Directions for this task >>
Every record below must be returned exactly as it was received.

Data for processing >>
========================================================================

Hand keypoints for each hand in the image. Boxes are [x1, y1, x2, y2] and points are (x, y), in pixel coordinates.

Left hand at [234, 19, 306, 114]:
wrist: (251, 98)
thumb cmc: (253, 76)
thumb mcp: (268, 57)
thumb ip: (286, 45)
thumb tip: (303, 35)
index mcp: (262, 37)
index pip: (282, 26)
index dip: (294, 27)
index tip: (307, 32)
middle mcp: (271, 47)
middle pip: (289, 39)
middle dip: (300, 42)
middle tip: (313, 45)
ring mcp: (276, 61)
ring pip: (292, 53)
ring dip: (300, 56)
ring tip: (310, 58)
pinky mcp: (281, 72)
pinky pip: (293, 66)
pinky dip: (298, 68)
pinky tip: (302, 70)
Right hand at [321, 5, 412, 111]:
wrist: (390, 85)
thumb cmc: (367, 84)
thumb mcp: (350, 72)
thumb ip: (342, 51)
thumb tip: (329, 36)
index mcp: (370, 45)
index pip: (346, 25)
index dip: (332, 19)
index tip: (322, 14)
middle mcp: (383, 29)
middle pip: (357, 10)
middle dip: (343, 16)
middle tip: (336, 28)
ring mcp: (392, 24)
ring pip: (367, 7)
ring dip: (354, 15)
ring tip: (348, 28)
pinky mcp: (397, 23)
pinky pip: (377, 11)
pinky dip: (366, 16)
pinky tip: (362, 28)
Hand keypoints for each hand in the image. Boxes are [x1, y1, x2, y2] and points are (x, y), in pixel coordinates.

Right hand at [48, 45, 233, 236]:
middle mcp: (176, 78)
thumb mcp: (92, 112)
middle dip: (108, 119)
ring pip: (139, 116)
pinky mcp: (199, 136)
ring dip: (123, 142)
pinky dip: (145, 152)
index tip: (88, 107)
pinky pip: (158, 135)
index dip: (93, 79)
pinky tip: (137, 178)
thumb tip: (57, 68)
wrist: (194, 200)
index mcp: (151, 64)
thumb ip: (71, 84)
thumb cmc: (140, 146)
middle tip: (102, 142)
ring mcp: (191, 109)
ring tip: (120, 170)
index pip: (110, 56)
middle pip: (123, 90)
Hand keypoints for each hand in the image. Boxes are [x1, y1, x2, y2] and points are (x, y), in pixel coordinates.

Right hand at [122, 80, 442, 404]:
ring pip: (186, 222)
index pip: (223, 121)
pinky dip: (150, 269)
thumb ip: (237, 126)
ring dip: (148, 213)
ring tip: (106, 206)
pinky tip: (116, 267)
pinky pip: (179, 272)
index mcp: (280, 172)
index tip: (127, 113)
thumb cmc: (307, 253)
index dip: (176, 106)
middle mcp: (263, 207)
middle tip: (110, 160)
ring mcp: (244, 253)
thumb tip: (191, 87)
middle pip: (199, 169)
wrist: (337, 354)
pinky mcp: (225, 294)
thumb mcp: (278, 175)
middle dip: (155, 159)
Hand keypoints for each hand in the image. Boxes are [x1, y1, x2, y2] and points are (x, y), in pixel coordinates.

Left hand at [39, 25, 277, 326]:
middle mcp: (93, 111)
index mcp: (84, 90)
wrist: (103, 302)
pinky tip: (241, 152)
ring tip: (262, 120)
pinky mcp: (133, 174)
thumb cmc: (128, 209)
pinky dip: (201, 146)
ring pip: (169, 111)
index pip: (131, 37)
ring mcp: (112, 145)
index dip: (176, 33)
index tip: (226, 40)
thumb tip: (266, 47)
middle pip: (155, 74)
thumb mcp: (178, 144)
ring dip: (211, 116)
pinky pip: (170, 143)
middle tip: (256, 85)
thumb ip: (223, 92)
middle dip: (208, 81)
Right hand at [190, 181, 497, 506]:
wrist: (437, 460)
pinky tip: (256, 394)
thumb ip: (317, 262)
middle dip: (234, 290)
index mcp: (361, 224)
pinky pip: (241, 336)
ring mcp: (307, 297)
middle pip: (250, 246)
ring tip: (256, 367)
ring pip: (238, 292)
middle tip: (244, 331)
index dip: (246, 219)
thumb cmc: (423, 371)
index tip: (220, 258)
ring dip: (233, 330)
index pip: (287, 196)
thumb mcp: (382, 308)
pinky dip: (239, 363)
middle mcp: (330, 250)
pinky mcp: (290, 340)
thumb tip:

========================================================================

Task solution >>
Hand keypoints for each hand in the image. Boxes are [x1, y1, x2, y2] and points are (x, y), in pixel coordinates.

Left hand at [234, 19, 306, 114]:
wrist: (251, 98)
thumb cmc: (253, 76)
thumb mcp: (268, 57)
thumb ip: (286, 45)
thumb tip: (303, 35)
index mcp: (262, 37)
index pip: (282, 26)
index dip: (294, 27)
index tip: (307, 32)
middle mcp: (271, 47)
middle pip: (289, 39)
middle dip: (300, 42)
middle tip: (313, 45)
ring mcp: (276, 61)
ring pip: (292, 53)
ring dip: (300, 56)
ring tip: (310, 58)
pinky mcp: (281, 72)
pinky pip: (293, 66)
pinky dip: (298, 68)
pinky tip: (302, 70)
Right hand at [321, 5, 412, 111]:
wrist: (390, 85)
thumb cmc: (367, 84)
thumb mcp: (350, 72)
thumb ip: (342, 51)
thumb tip: (329, 36)
index mcp: (370, 45)
index pip: (346, 25)
index dip: (332, 19)
index tip: (322, 14)
middle mcp: (383, 29)
middle pip: (357, 10)
middle dip: (343, 16)
middle tip: (336, 28)
ring mcp: (392, 24)
ring pip: (367, 7)
ring dip: (354, 15)
ring tip: (348, 28)
pinky mcp: (397, 23)
pinky pip: (377, 11)
pinky dip: (366, 16)
pinky tip: (362, 28)
Hand keypoints for each hand in the image. Boxes are [x1, y1, x2, y2] and points are (x, y), in pixel coordinates.

Right hand at [48, 45, 233, 236]:
middle mcp: (176, 78)
thumb mcp: (92, 112)
middle dip: (108, 119)
ring pip: (139, 116)
pinky mcp: (199, 136)
ring dip: (123, 142)
pinky dip: (145, 152)
index tip: (88, 107)
pinky pip: (158, 135)
index dip: (93, 79)
pinky tip: (137, 178)
thumb tip: (57, 68)
wrist: (194, 200)
index mcp: (151, 64)
thumb ip: (71, 84)
thumb cmc: (140, 146)
middle tip: (102, 142)
ring mcp: (191, 109)
ring tip: (120, 170)
index pip: (110, 56)
middle pip: (123, 90)
Hand keypoints for each hand in the image. Boxes are [x1, y1, x2, y2] and points are (x, y), in pixel coordinates.

Right hand at [122, 80, 442, 404]:
ring pip: (186, 222)
index pip: (223, 121)
pinky dip: (150, 269)
thumb ip: (237, 126)
ring dip: (148, 213)
ring tip: (106, 206)
pinky tip: (116, 267)
pinky pip: (179, 272)
index mcp: (280, 172)
index tip: (127, 113)
thumb cmc: (307, 253)
index dip: (176, 106)
middle mcp: (263, 207)
middle tip: (110, 160)
ring mcp: (244, 253)
thumb tip: (191, 87)
middle pip: (199, 169)
wrist: (337, 354)
pinky mcp: (225, 294)
thumb mcp: (278, 175)
middle dip: (155, 159)
Hand keypoints for each hand in the image. Boxes are [x1, y1, x2, y2] and points are (x, y), in pixel coordinates.

Left hand at [39, 25, 277, 326]:
middle mcp: (93, 111)
index mcp: (84, 90)
wrist: (103, 302)
pinky tip: (241, 152)
ring tip: (262, 120)
pinky mcp: (133, 174)
thumb cmc: (128, 209)
pinky dip: (201, 146)
ring pip: (169, 111)
index pip: (131, 37)
ring mcp: (112, 145)
index dip: (176, 33)
index tip: (226, 40)
thumb tip: (266, 47)
middle pip: (155, 74)
thumb mcp: (178, 144)
ring dip: (211, 116)
pinky pip: (170, 143)
middle tip: (256, 85)
thumb ip: (223, 92)
middle dip: (208, 81)
Right hand at [190, 181, 497, 506]:
wrist: (437, 460)
pinky tip: (256, 394)
thumb ip: (317, 262)
middle dip: (234, 290)
index mcp: (361, 224)
pinky pip: (241, 336)
ring mcp: (307, 297)
middle pip: (250, 246)
ring tip: (256, 367)
ring pip: (238, 292)
middle tip: (244, 331)
index dip: (246, 219)
thumb cmc: (423, 371)
index tip: (220, 258)
ring dip: (233, 330)
index pip: (287, 196)
thumb mcp: (382, 308)
pinky dip: (239, 363)
middle mcp: (330, 250)
pinky mcp: (290, 340)
thumb tip:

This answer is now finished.